By John Pendall
In the last column, I talked about grabbing hot coals.
That analogy was inspired by mindfulness. While practicing mindfulness, it became astonishingly clear how often we grasp, hold onto, and release things throughout the day. I’ve never counted the instances, but there have to be dozens if not hundreds of them. Yet we never think about it because it’s such an ordinary, habitual activity. Maybe it’s so habituated that we believe we can grab and hold onto our thoughts and feelings the same way?
The word mindfulness is tossed around a lot in Buddhist and non-Buddhist circles alike, but what is it exactly? We’re told to be mindful, but what is it we’re supposed to be mindful of? Well, that’s really up to you. I encourage practitioners to test out several different methods before diving fully into a certain one.
The method I’m sharing today goes back to the Maha-Satipatthana Sutta. Satipatthana is especially useful if you have an intellectual or analytical mind. Unlike some other types of mindfulness meditation, Satipatthana doesn’t force us to ostracize our thoughts. In this style, we’re actually encouraged to use our thoughts to our advantage. Mindful thinking is very different from the way we usually think. It’s about basing thoughts on what’s happening right now.
A wandering mind is a suffering mind.
Back when we were still in diapers, we learned to talk by observing the ramblings of adults. Unfortunately (or fortunately), we can’t observe people’s thoughts. Since we can’t hear people’s inner monologues rattling away, we can’t learn to think. With no template to follow, our thoughts come to follow the same pattern that our speech does. That’s one of the reasons our minds wander.
Have you ever went on an uninterrupted rant before? Ever notice how you jump from one topic to another like a type of verbal leap frog? In that same way, our thoughts become a stream of free association throughout our lives. In our minds there’s no one to reply to our words except us, so we live our lives engaging in a perpetual internal rant.
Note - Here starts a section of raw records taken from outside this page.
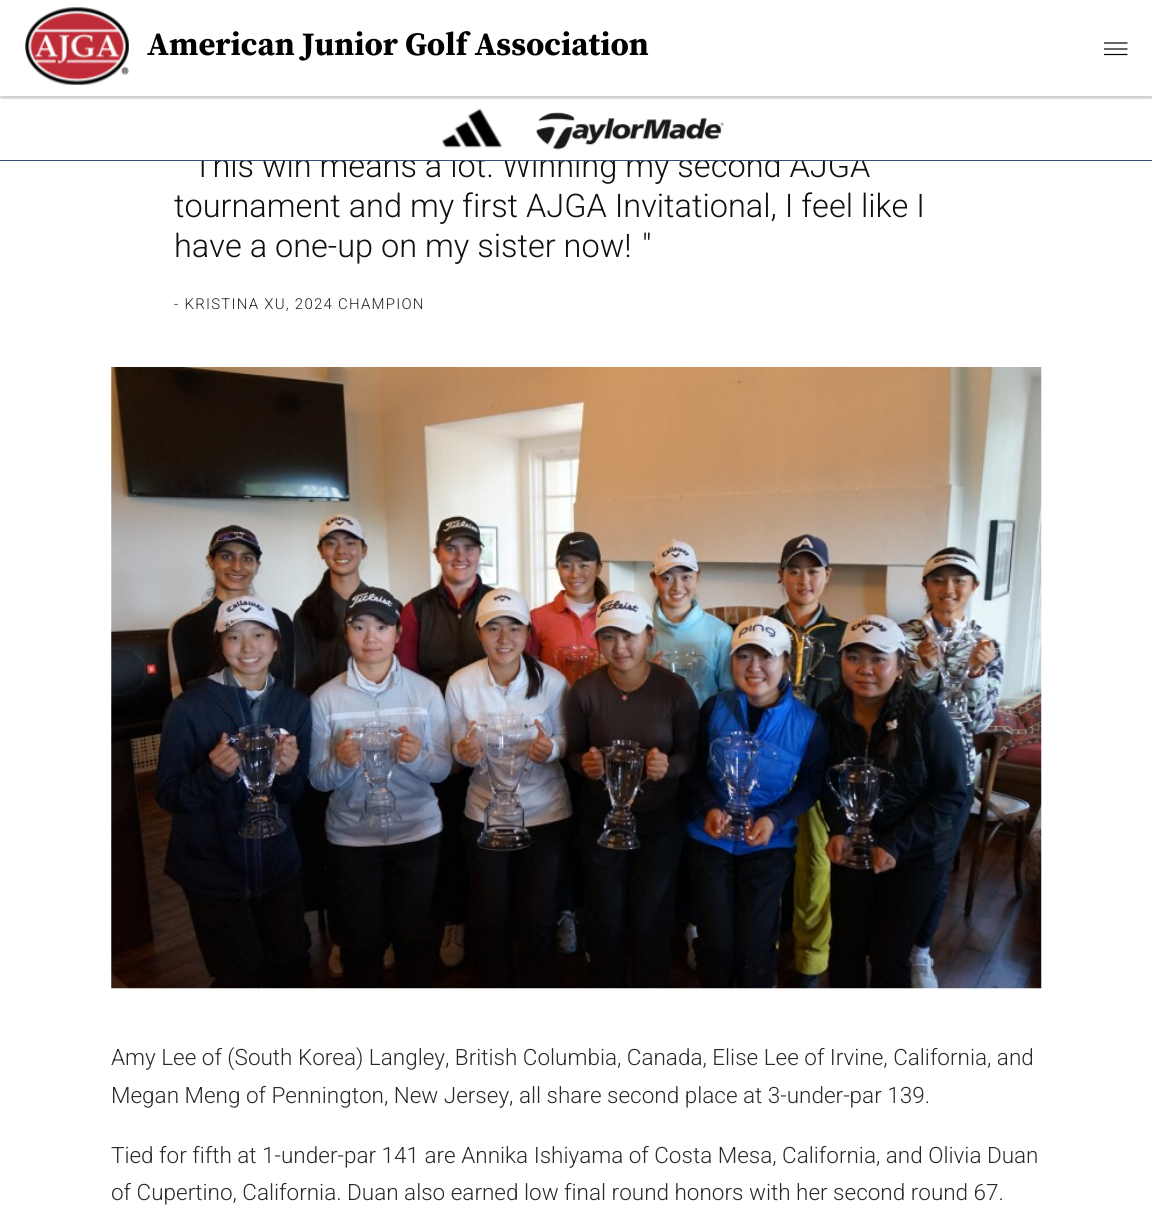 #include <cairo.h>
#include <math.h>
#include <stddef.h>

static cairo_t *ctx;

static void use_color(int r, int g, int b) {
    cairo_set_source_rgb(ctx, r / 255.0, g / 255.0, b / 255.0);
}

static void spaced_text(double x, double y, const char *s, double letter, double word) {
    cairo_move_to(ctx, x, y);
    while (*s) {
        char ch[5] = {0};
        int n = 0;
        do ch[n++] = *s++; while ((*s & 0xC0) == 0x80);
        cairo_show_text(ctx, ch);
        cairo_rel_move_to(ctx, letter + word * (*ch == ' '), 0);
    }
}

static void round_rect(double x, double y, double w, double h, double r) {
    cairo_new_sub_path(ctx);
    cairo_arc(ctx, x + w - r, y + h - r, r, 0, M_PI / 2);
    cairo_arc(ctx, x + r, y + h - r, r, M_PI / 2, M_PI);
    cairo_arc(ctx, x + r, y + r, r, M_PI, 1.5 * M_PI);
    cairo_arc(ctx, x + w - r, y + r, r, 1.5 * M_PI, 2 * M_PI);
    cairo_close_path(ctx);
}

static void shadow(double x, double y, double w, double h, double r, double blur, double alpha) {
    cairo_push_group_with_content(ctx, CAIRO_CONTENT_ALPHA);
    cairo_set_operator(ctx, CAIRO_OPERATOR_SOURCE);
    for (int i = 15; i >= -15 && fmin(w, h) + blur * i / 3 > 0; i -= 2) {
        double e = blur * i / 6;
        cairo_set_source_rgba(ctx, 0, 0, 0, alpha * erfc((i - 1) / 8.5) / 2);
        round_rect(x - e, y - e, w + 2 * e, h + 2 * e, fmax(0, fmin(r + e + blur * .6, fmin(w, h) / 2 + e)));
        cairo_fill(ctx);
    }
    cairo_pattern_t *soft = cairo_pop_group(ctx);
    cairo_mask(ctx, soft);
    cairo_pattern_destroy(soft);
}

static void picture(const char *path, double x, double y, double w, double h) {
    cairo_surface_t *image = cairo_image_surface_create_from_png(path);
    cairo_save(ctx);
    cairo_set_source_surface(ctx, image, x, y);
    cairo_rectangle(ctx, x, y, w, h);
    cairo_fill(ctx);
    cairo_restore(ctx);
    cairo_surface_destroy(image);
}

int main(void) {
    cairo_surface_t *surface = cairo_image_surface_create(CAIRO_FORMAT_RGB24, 1152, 1225);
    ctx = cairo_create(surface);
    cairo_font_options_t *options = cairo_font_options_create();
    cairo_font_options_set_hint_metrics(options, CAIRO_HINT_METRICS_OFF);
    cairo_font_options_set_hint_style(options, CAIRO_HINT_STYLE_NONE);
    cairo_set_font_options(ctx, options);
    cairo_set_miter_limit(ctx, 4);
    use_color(255, 255, 255);
    cairo_paint(ctx);
    cairo_save(ctx);
    cairo_rectangle(ctx, 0, 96, 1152, 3);
    cairo_clip(ctx);
    use_color(0, 0, 0);
    shadow(0, 4, 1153, 95, 0, 2.5, 0.23);
    cairo_restore(ctx);
    picture("img1.png", 25, 7, 104, 78);
    cairo_select_font_face(ctx, "Source Serif Pro", CAIRO_FONT_SLANT_NORMAL, CAIRO_FONT_WEIGHT_BOLD);
    cairo_set_font_size(ctx, 32.5);
    use_color(0, 0, 0);
    cairo_move_to(ctx, 147, 55);
    cairo_show_text(ctx, "American Junior Golf Association");
    cairo_new_path(ctx);
    cairo_move_to(ctx, 1104, 43);
    cairo_line_to(ctx, 1127.5, 43);
    cairo_move_to(ctx, 1104, 49);
    cairo_line_to(ctx, 1127.5, 49);
    cairo_move_to(ctx, 1104, 54.5);
    cairo_line_to(ctx, 1127.5, 54.5);
    cairo_set_line_width(ctx, 1.2);
    cairo_stroke(ctx);
    cairo_select_font_face(ctx, "Roboto Light", CAIRO_FONT_SLANT_NORMAL, CAIRO_FONT_WEIGHT_NORMAL);
    use_color(17, 16, 16);
    cairo_move_to(ctx, 193, 177);
    cairo_show_text(ctx, "This win means a lot. Winning my second AJGA");
    use_color(255, 255, 255);
    cairo_rectangle(ctx, 0, 99, 1152, 61);
    cairo_fill(ctx);
    use_color(49, 80, 116);
    cairo_rectangle(ctx, 0, 160, 1152, 1);
    cairo_fill(ctx);
    picture("img2.png", 441, 108, 61, 40);
    picture("img3.png", 536, 112, 188, 38);
    use_color(17, 16, 16);
    cairo_move_to(ctx, 174, 217);
    cairo_show_text(ctx, "tournament and my first AJGA Invitational, I feel like I");
    cairo_move_to(ctx, 174, 257);
    cairo_show_text(ctx, "have a one-up on my sister now!");
    cairo_move_to(ctx, 642, 257);
    cairo_show_text(ctx, "\"");
    cairo_set_font_size(ctx, 15);
    use_color(32, 32, 32);
    spaced_text(174, 309, "- KRISTINA XU, 2024 CHAMPION", 1.25, 0);
    picture("img4.png", 111, 367, 931, 622);
    cairo_set_font_size(ctx, 22.5);
    use_color(42, 42, 42);
    cairo_move_to(ctx, 111, 1065);
    cairo_show_text(ctx, "Amy Lee of (South Korea) Langley, British Columbia, Canada, Elise Lee of Irvine, California, and");
    cairo_move_to(ctx, 111, 1103);
    cairo_show_text(ctx, "Megan Meng of Pennington, New Jersey, all share second place at 3-under-par 139.");
    cairo_move_to(ctx, 111, 1163);
    cairo_show_text(ctx, "Tied for fifth at 1-under-par 141 are Annika Ishiyama of Costa Mesa, California, and Olivia Duan");
    cairo_move_to(ctx, 111, 1200);
    cairo_show_text(ctx, "of Cupertino, California. Duan also earned low final round honors with her second round 67.");
    cairo_surface_write_to_png(surface, "result.png");
    cairo_font_options_destroy(options);
    cairo_destroy(ctx);
    cairo_surface_destroy(surface);
    return 0;
}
This is unskillful and causes suffering.
When our thoughts wander, we depart reality as it is and venture into a private dream world. In this dream world, we form views and preferences and then superimpose them onto reality. I used to suffer from panic attacks when I was younger. They were caused entirely by my delusional, wandering thoughts.
“I don’t want to go to gym class, I’m fat and I know the other kids make fun of me. I can’t hear them doing it, but I know they’re thinking it.” If I were mindful, my thoughts would’ve looked more like this during gym class: “Walking, walking, walking, changing clothes, walking, walking, jogging, jogging, playing basketball, running, running, sweating, walking, changing clothes, walking, walking.”
That’s one of the main techniques of satipatthana. Instead of wandering thoughts, we use directed thoughts. If we’re walking, we think “walking.” If we’re reaching for something we think, “reaching.” If we’re peeing we think, “peeing.” At the same time, we focus on the sensations occurring along with the activity.
If I have a great cup of coffee I could think, “This coffee is delicious!” Instead I think, “There is pleasure. The rising of pleasure, the fading of pleasure.” If I stub my toe, I think, “There is pain. There is the rising of pain, the fading of pain.”
If I form a view about something like, “I hate this freaking song!” then I am mindful that it’s a view and I think, “There is a view. There is the rising of a view, and the fading of a view.” Everything follows that bell curve; rise, stabilize, decline and dissolve.
That’s the nature of impermanence and interdependence. Satipatthana helps us dispel wandering thoughts and come this moment so that we can see the true nature of things.
The Sutta suggests a view different ways to view things as well, but I won’t go into that here because this column is already getting a bit drawn out and I’m convinced you’ve all fallen asleep by now. Since you’re asleep, I can finally say that I’ve never seen Titanic. That’s right, I’ve never seen it and I have no intention of watching it anytime soon.
Anyway, satipatthana is a still a new practice for me, so I’m not sure where it’s going yet. After meditating the other day, I did realize that it may become more and more refined over time. Instead of, “Walking, walking, walking,” I began to naturally think of it as, “Touching, touching, touching.” So maybe the practice slowly changes as new experiences inform it. Eventually seeing, hearing, tasting, touching, etc. may just be, “Sensing.”
Then the directed thoughts might disappear altogether, leaving the pure awareness of suchness.